• [Action item]: Return verbatim the line containing "Please list the" together with all lines that follow it, through the end of the records.

• [Material for this exercise]:
============

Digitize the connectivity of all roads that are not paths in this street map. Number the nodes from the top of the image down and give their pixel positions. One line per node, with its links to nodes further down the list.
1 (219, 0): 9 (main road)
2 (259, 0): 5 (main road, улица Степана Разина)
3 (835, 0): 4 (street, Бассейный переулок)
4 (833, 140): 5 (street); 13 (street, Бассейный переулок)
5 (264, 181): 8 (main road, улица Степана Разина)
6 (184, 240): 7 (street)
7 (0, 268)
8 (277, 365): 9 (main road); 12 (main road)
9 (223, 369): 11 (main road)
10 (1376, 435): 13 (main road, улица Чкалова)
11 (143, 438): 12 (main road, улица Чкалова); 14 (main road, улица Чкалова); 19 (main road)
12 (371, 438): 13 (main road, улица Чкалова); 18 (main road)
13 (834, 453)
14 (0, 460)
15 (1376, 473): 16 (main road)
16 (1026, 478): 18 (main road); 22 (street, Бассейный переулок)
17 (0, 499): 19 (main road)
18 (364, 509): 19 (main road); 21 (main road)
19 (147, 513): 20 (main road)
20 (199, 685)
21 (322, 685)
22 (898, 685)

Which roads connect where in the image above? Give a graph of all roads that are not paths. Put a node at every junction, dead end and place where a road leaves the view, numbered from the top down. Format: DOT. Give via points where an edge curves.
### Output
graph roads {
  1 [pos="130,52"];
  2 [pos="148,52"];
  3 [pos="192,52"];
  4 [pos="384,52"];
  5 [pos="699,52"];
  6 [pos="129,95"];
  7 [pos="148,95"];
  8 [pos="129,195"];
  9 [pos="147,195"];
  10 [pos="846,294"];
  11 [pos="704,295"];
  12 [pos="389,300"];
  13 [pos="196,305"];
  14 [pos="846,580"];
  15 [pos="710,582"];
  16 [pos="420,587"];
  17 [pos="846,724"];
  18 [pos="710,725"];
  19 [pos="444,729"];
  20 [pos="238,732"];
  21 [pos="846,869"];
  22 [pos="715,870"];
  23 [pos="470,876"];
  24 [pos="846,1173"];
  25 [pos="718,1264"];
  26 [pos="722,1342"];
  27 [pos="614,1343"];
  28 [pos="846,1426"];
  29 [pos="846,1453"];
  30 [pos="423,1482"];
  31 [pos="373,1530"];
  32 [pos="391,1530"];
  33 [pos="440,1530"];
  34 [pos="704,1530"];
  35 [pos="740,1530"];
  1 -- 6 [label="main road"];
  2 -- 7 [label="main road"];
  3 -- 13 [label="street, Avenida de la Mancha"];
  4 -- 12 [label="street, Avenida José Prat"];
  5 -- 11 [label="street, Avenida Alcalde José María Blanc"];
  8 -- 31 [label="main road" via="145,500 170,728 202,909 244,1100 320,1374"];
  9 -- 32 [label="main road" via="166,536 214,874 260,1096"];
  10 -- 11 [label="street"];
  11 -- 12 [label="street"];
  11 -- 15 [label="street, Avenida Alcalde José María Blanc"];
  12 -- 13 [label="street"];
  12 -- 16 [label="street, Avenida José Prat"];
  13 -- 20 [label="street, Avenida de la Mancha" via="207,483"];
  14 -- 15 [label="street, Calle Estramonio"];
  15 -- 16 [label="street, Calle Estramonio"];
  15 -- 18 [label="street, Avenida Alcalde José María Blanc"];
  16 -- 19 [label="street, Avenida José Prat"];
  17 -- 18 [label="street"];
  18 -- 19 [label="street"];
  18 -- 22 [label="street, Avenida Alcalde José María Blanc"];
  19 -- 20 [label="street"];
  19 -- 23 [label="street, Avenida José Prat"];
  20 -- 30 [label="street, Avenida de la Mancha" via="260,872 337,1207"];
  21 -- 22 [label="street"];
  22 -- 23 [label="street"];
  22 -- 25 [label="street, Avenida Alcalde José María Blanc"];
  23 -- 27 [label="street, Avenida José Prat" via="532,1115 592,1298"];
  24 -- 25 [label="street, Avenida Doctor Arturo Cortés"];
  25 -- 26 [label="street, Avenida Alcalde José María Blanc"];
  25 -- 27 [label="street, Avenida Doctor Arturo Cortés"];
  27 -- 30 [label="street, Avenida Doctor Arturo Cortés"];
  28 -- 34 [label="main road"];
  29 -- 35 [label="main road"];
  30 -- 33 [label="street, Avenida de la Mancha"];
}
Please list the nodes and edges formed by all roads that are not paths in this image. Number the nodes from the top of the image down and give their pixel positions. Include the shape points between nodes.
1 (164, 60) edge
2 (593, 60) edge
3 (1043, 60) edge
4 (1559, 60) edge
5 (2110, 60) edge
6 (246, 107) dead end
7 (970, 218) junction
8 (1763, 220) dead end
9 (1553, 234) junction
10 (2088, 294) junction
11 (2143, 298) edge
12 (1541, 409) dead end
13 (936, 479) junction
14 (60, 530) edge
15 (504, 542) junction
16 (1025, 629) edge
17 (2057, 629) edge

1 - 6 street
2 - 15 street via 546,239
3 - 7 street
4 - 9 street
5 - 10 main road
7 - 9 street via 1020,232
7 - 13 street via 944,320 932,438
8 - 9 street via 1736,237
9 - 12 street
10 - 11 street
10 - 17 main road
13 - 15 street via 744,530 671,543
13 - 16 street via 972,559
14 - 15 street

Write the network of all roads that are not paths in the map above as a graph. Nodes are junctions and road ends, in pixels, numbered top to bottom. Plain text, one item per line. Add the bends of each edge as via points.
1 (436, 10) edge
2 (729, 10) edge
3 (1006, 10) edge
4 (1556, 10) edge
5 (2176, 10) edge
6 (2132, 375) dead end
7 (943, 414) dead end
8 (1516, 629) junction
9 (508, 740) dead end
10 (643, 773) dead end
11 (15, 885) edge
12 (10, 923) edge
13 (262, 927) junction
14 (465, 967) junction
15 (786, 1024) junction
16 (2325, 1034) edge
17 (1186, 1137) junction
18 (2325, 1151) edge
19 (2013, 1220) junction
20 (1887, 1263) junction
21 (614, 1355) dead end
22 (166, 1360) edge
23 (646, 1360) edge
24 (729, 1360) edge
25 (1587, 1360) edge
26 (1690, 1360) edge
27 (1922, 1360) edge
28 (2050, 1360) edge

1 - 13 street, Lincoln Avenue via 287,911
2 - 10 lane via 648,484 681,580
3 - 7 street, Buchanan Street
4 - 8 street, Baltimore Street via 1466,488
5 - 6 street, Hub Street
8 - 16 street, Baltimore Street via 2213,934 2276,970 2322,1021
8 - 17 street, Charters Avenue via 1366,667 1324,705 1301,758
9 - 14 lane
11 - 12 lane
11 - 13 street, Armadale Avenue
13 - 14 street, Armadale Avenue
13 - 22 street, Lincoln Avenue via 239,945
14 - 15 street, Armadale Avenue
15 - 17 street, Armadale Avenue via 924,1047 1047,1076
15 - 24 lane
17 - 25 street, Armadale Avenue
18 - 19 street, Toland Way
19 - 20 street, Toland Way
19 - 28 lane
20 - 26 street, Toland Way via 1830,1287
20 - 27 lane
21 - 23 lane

============

• [Solved problem]:
Please list the nodes and edges formed by all roads that are not paths in this image. Number the nodes from the top of the image down and give their pixel positions. Include the shape points between nodes.
1 (164, 60) edge
2 (593, 60) edge
3 (1043, 60) edge
4 (1559, 60) edge
5 (2110, 60) edge
6 (246, 107) dead end
7 (970, 218) junction
8 (1763, 220) dead end
9 (1553, 234) junction
10 (2088, 294) junction
11 (2143, 298) edge
12 (1541, 409) dead end
13 (936, 479) junction
14 (60, 530) edge
15 (504, 542) junction
16 (1025, 629) edge
17 (2057, 629) edge

1 - 6 street
2 - 15 street via 546,239
3 - 7 street
4 - 9 street
5 - 10 main road
7 - 9 street via 1020,232
7 - 13 street via 944,320 932,438
8 - 9 street via 1736,237
9 - 12 street
10 - 11 street
10 - 17 main road
13 - 15 street via 744,530 671,543
13 - 16 street via 972,559
14 - 15 street

Write the network of all roads that are not paths in the map above as a graph. Nodes are junctions and road ends, in pixels, numbered top to bottom. Plain text, one item per line. Add the bends of each edge as via points.
1 (436, 10) edge
2 (729, 10) edge
3 (1006, 10) edge
4 (1556, 10) edge
5 (2176, 10) edge
6 (2132, 375) dead end
7 (943, 414) dead end
8 (1516, 629) junction
9 (508, 740) dead end
10 (643, 773) dead end
11 (15, 885) edge
12 (10, 923) edge
13 (262, 927) junction
14 (465, 967) junction
15 (786, 1024) junction
16 (2325, 1034) edge
17 (1186, 1137) junction
18 (2325, 1151) edge
19 (2013, 1220) junction
20 (1887, 1263) junction
21 (614, 1355) dead end
22 (166, 1360) edge
23 (646, 1360) edge
24 (729, 1360) edge
25 (1587, 1360) edge
26 (1690, 1360) edge
27 (1922, 1360) edge
28 (2050, 1360) edge

1 - 13 street, Lincoln Avenue via 287,911
2 - 10 lane via 648,484 681,580
3 - 7 street, Buchanan Street
4 - 8 street, Baltimore Street via 1466,488
5 - 6 street, Hub Street
8 - 16 street, Baltimore Street via 2213,934 2276,970 2322,1021
8 - 17 street, Charters Avenue via 1366,667 1324,705 1301,758
9 - 14 lane
11 - 12 lane
11 - 13 street, Armadale Avenue
13 - 14 street, Armadale Avenue
13 - 22 street, Lincoln Avenue via 239,945
14 - 15 street, Armadale Avenue
15 - 17 street, Armadale Avenue via 924,1047 1047,1076
15 - 24 lane
17 - 25 street, Armadale Avenue
18 - 19 street, Toland Way
19 - 20 street, Toland Way
19 - 28 lane
20 - 26 street, Toland Way via 1830,1287
20 - 27 lane
21 - 23 lane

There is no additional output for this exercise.